## TASK ITEM
Return every line of the records below verbatim, with no pictures in the copy.

## MATERIAL TO PROCESS
*** Block opens ***

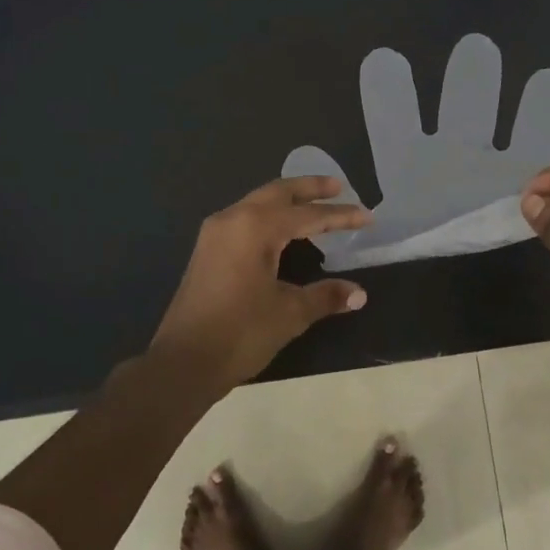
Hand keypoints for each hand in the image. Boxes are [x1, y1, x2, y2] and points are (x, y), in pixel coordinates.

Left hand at [149, 176, 371, 390]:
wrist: (183, 362)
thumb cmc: (240, 333)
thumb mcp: (290, 313)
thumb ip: (325, 296)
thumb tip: (360, 294)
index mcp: (255, 227)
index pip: (308, 215)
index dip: (340, 216)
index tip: (367, 216)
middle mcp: (233, 219)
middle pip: (278, 192)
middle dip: (309, 188)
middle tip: (338, 187)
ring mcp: (215, 233)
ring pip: (258, 202)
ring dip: (287, 200)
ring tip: (314, 205)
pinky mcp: (207, 250)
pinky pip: (244, 218)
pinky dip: (269, 216)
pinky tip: (283, 231)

*** Block closes ***

## ANSWER FOR THIS EXERCISE
Hand keypoints for each hand in the image. Boxes are [x1, y1, x2, y2] and points are (x, y), in pixel coordinates.

Left hand at [149, 176, 371, 390]:
wrist: (183, 362)
thumb cmc: (240, 333)
thumb mcp: (290, 313)
thumb ip: (325, 296)
thumb tip: (360, 294)
index mcp: (255, 227)
index pip: (308, 215)
index dip: (340, 216)
index tip: (367, 216)
middle mcp: (233, 219)
middle pip: (278, 192)
middle dip: (309, 188)
middle tip: (338, 187)
ring mcp: (215, 233)
ring pip: (258, 202)
ring dip: (287, 200)
ring tip: (314, 205)
pinky mcp: (207, 250)
pinky pip: (244, 218)
pinky dip: (269, 216)
pinky tip: (283, 231)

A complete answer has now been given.